- [Material supplied]
========================================
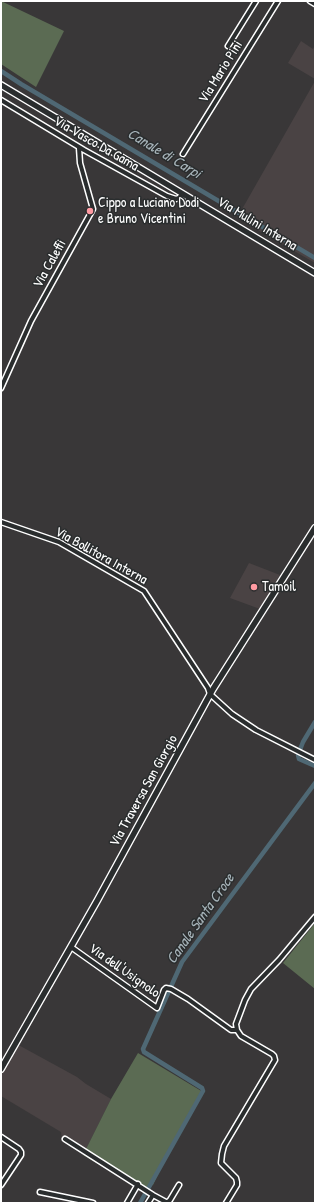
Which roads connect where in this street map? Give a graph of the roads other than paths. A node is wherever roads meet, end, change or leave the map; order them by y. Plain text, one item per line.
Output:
1 (256, 1) edge
2 (278, 1) edge
3 (310, 1) edge
4 (315, 4) edge
5 (228, 46) dead end
6 (1, 85) edge
7 (1, 100) edge
8 (80, 148) junction
9 (183, 154) dead end
10 (182, 194) junction
11 (315, 273) edge
12 (1, 388) edge
13 (1, 522) edge
14 (315, 528) edge
15 (210, 694) junction
16 (315, 760) edge
17 (315, 917) edge
18 (71, 948) junction
19 (236, 1030) junction
20 (1, 1069) edge
21 (1, 1137) edge
22 (65, 1139) dead end
23 (1, 1185) edge
24 (138, 1185) junction
25 (179, 1185) dead end
26 (40, 1192) dead end
27 (151, 1194) junction
28 (92, 1203) edge
29 (127, 1203) edge
30 (148, 1203) edge
31 (226, 1203) edge

1 - 5 street
2 - 9 street, Via Mario Pini
3 - 4 street
6 - 10 main road, Via Mulini Interna
7 - 8 street, Via Vasco Da Gama
8 - 10 street, Via Vasco Da Gama
8 - 12 street, Via Caleffi
10 - 11 main road, Via Mulini Interna
13 - 15 street, Via Bollitora Interna
14 - 15 main road, Via Traversa San Giorgio
15 - 16 street, Via Bollitora Interna
15 - 18 main road, Via Traversa San Giorgio
17 - 19 street
18 - 19 street, Via dell'Usignolo
18 - 20 main road, Via Traversa San Giorgio
19 - 31 street, Via dell'Usignolo
21 - 23 street
22 - 24 street
24 - 27 street
24 - 29 street
25 - 27 street
26 - 28 street
27 - 30 street

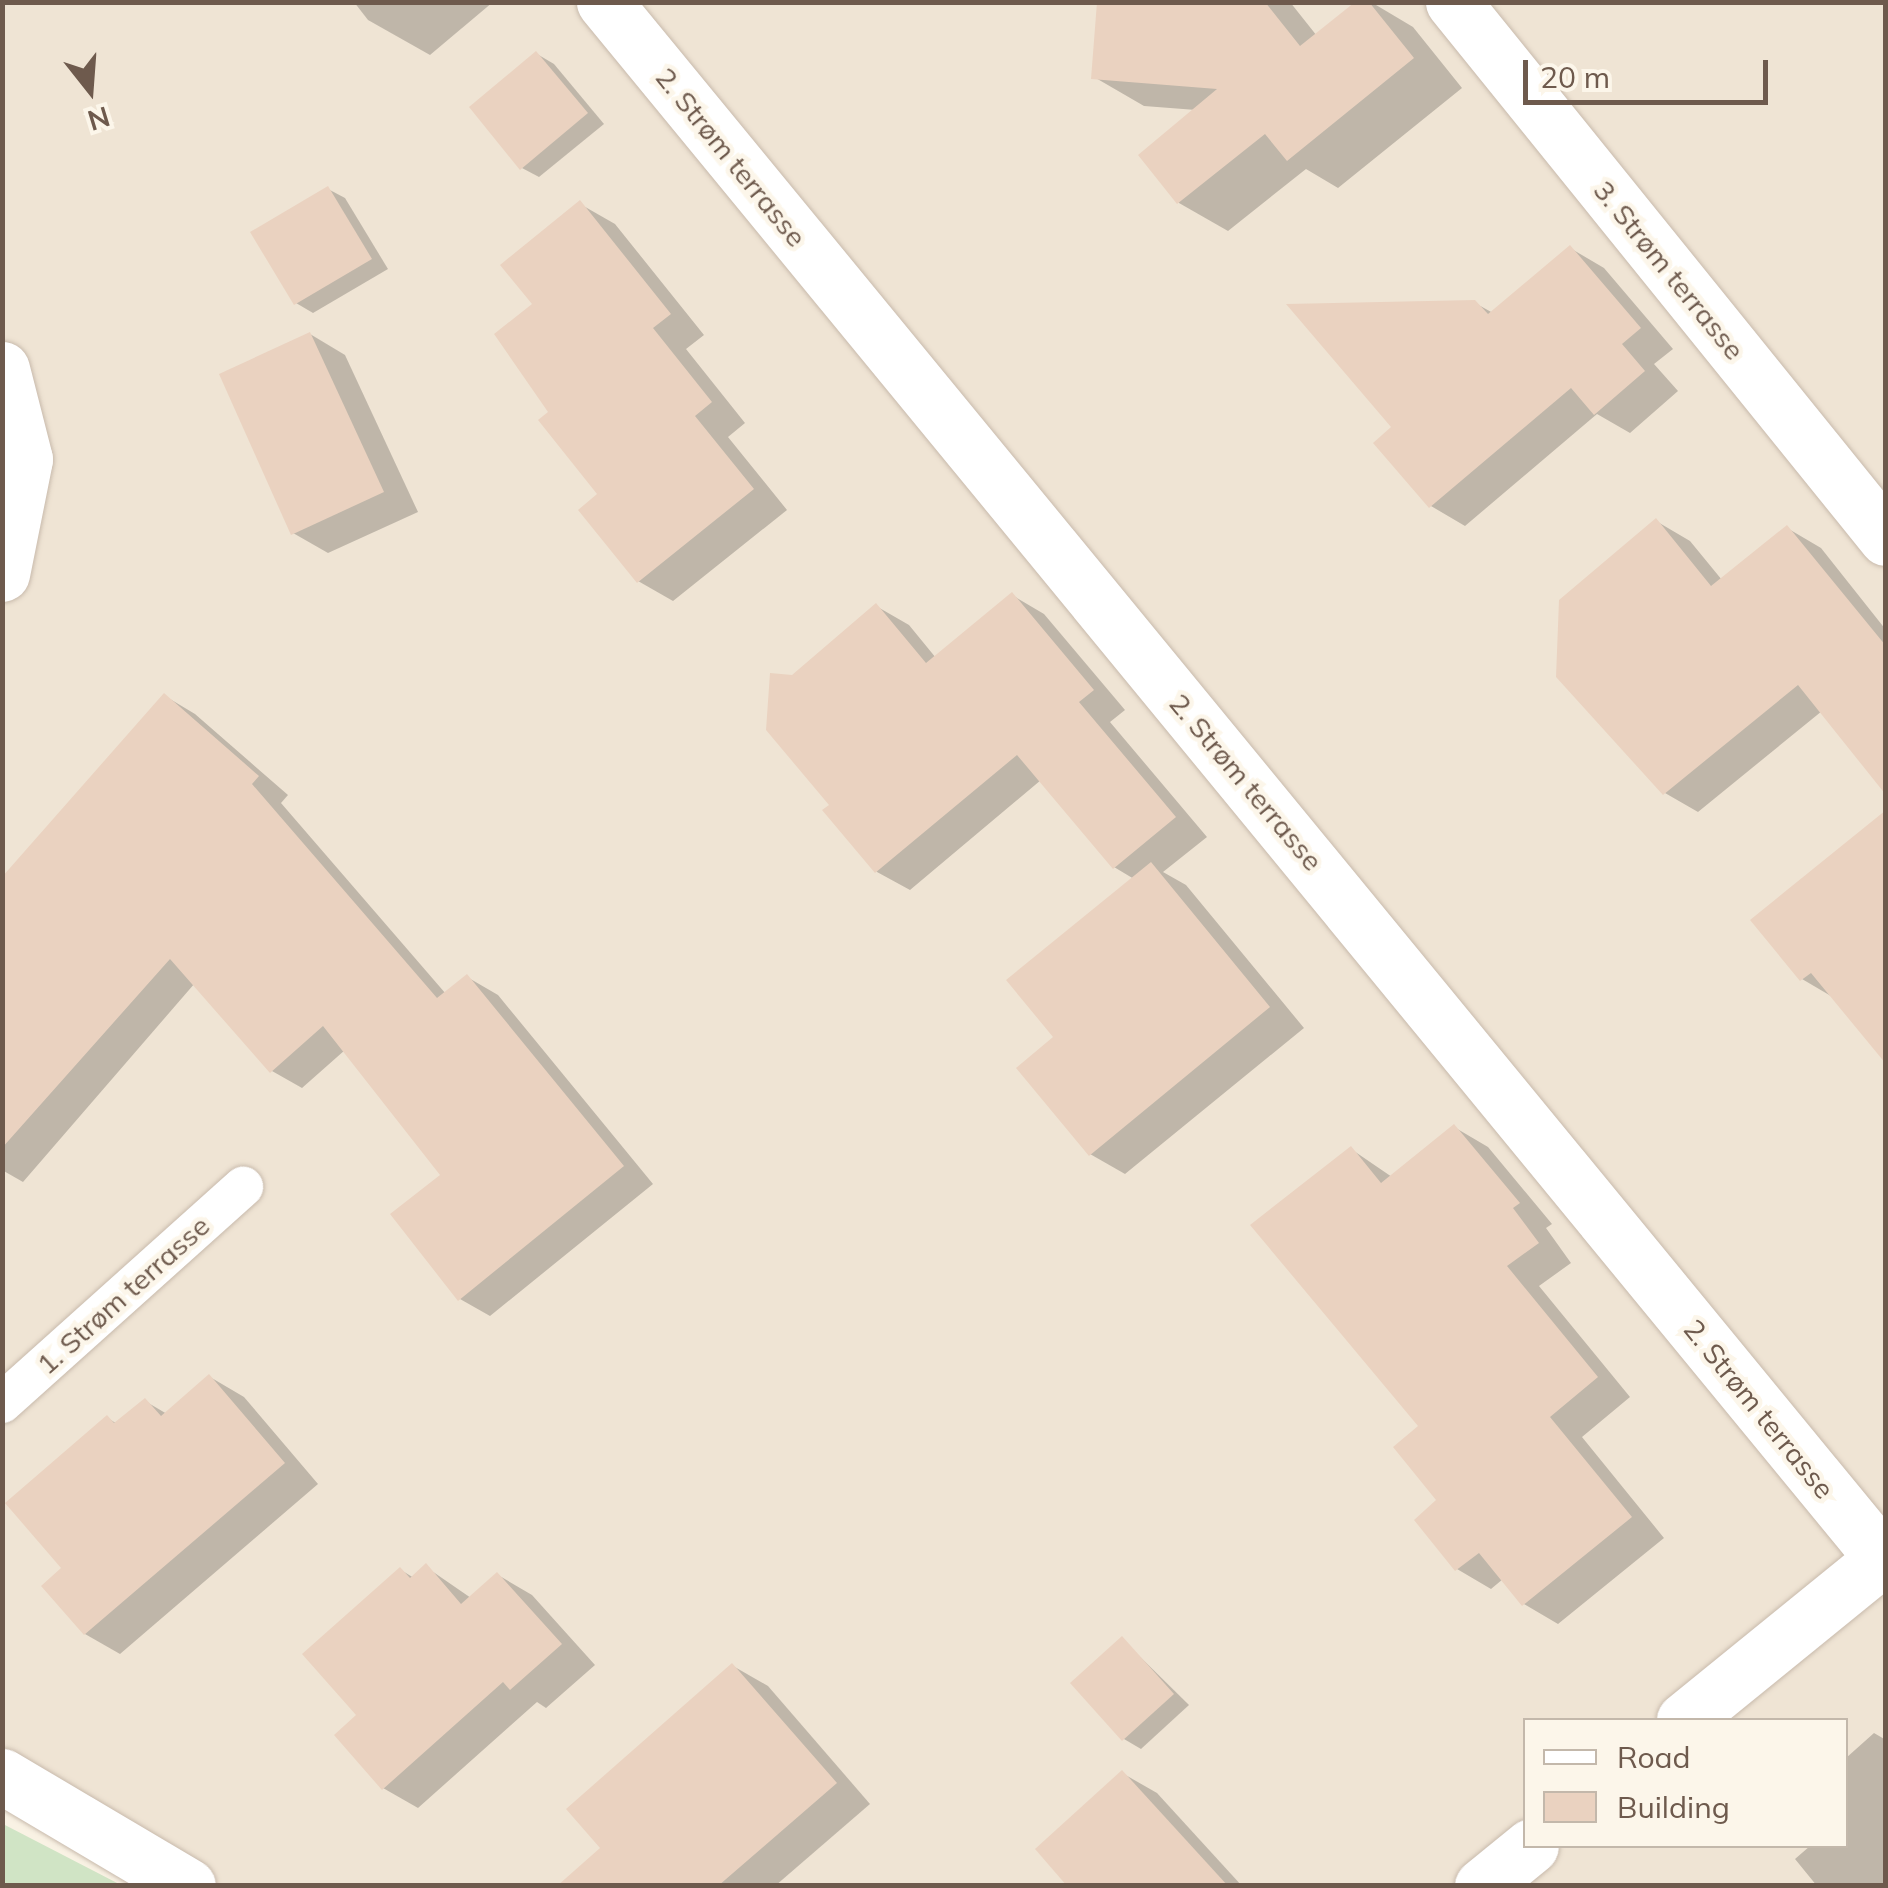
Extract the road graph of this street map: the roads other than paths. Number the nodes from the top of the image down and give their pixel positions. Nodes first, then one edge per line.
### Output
1 (604, 2) edge
2 (1453, 2) edge
3 (2, 369) edge
4 (1886, 538) edge
5 (2, 574) edge
6 (244, 1188) dead end
7 (2, 1403) edge
8 (1884, 1561) edge
9 (1687, 1718) edge
10 (2, 1776) edge
11 (1529, 1848) edge
12 (188, 1886) edge
13 (1482, 1886) edge

1 - 8 main road, 2. Strøm terrasse
2 - 4 main road, 3. Strøm terrasse
3 - 5 main road
6 - 7 lane, 1. Strøm terrasse
8 - 9 main road
10 - 12 main road
11 - 13 main road

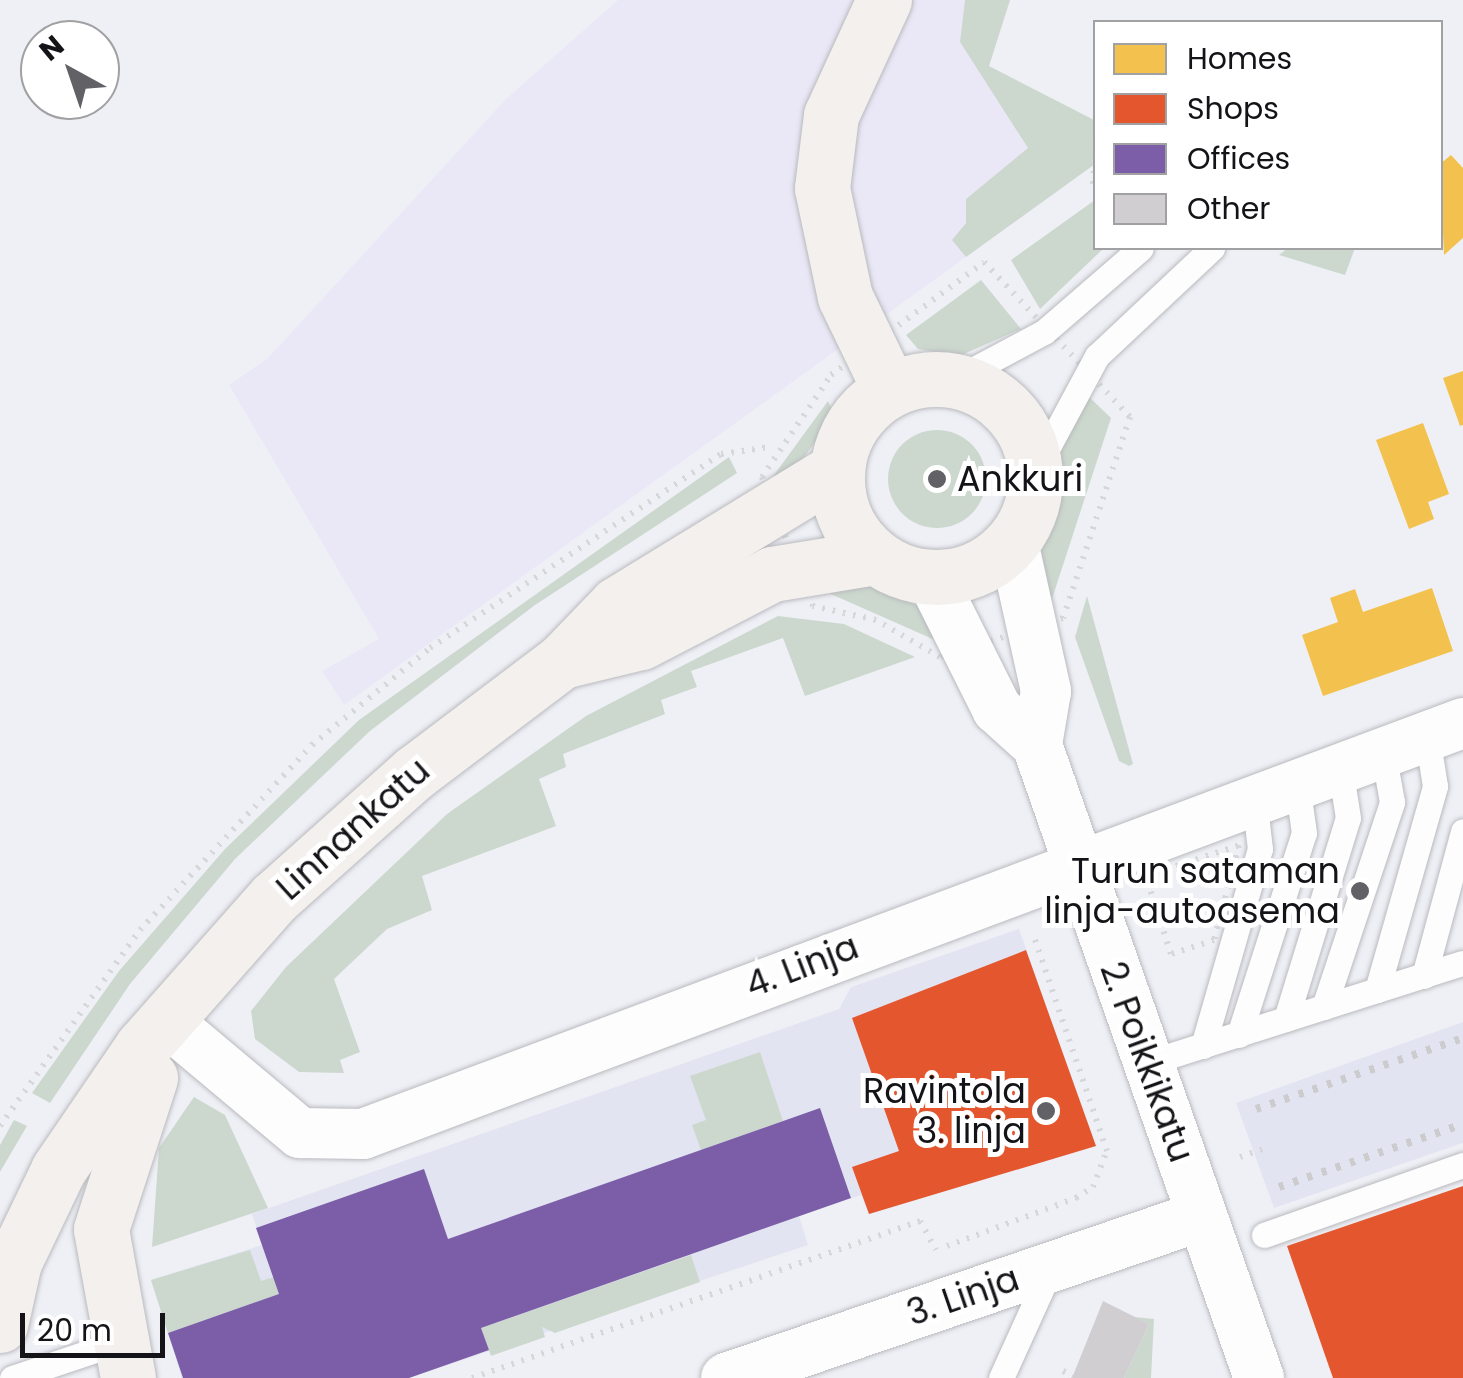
========================================
- [Task description] The result should be the full set of entries above, restated exactly and without images.

- [Output for this exercise]
Which roads connect where in this street map? Give a graph of the roads other than paths. A node is wherever roads meet, end, change or leave the map; order them by y. Plain text, one item per line.
Output:
1 (256, 1) edge
2 (278, 1) edge
3 (310, 1) edge
4 (315, 4) edge
5 (228, 46) dead end
6 (1, 85) edge
7 (1, 100) edge
8 (80, 148) junction
9 (183, 154) dead end
10 (182, 194) junction
11 (315, 273) edge
12 (1, 388) edge
13 (1, 522) edge
14 (315, 528) edge
15 (210, 694) junction
16 (315, 760) edge
17 (315, 917) edge
18 (71, 948) junction
19 (236, 1030) junction
20 (1, 1069) edge
21 (1, 1137) edge
22 (65, 1139) dead end
23 (1, 1185) edge
24 (138, 1185) junction
25 (179, 1185) dead end
26 (40, 1192) dead end
27 (151, 1194) junction
28 (92, 1203) edge
29 (127, 1203) edge
30 (148, 1203) edge
31 (226, 1203) edge

1 - 5 street
2 - 9 street, Via Mario Pini
3 - 4 street
6 - 10 main road, Via Mulini Interna
7 - 8 street, Via Vasco Da Gama
8 - 10 street, Via Vasco Da Gama
8 - 12 street, Via Caleffi
10 - 11 main road, Via Mulini Interna
13 - 15 street, Via Bollitora Interna
14 - 15 main road, Via Traversa San Giorgio
15 - 16 street, Via Bollitora Interna
15 - 18 main road, Via Traversa San Giorgio
17 - 19 street
18 - 19 street, Via dell'Usignolo
18 - 20 main road, Via Traversa San Giorgio
19 - 31 street, Via dell'Usignolo
21 - 23 street
22 - 24 street
24 - 27 street
24 - 29 street
25 - 27 street
26 - 28 street
27 - 30 street

Extract the road graph of this street map: the roads other than paths. Number the nodes from the top of the image down and give their pixel positions. Nodes first, then one edge per line.
### Output
1 (604, 2) edge
2 (1453, 2) edge
3 (2, 369) edge
4 (1886, 538) edge
5 (2, 574) edge
6 (244, 1188) dead end
7 (2, 1403) edge
8 (1884, 1561) edge
9 (1687, 1718) edge
10 (2, 1776) edge
11 (1529, 1848) edge
12 (188, 1886) edge
13 (1482, 1886) edge

1 - 8 main road, 2. Strøm terrasse
2 - 4 main road, 3. Strøm terrasse
3 - 5 main road
6 - 7 lane, 1. Strøm terrasse
8 - 9 main road
10 - 12 main road
11 - 13 main road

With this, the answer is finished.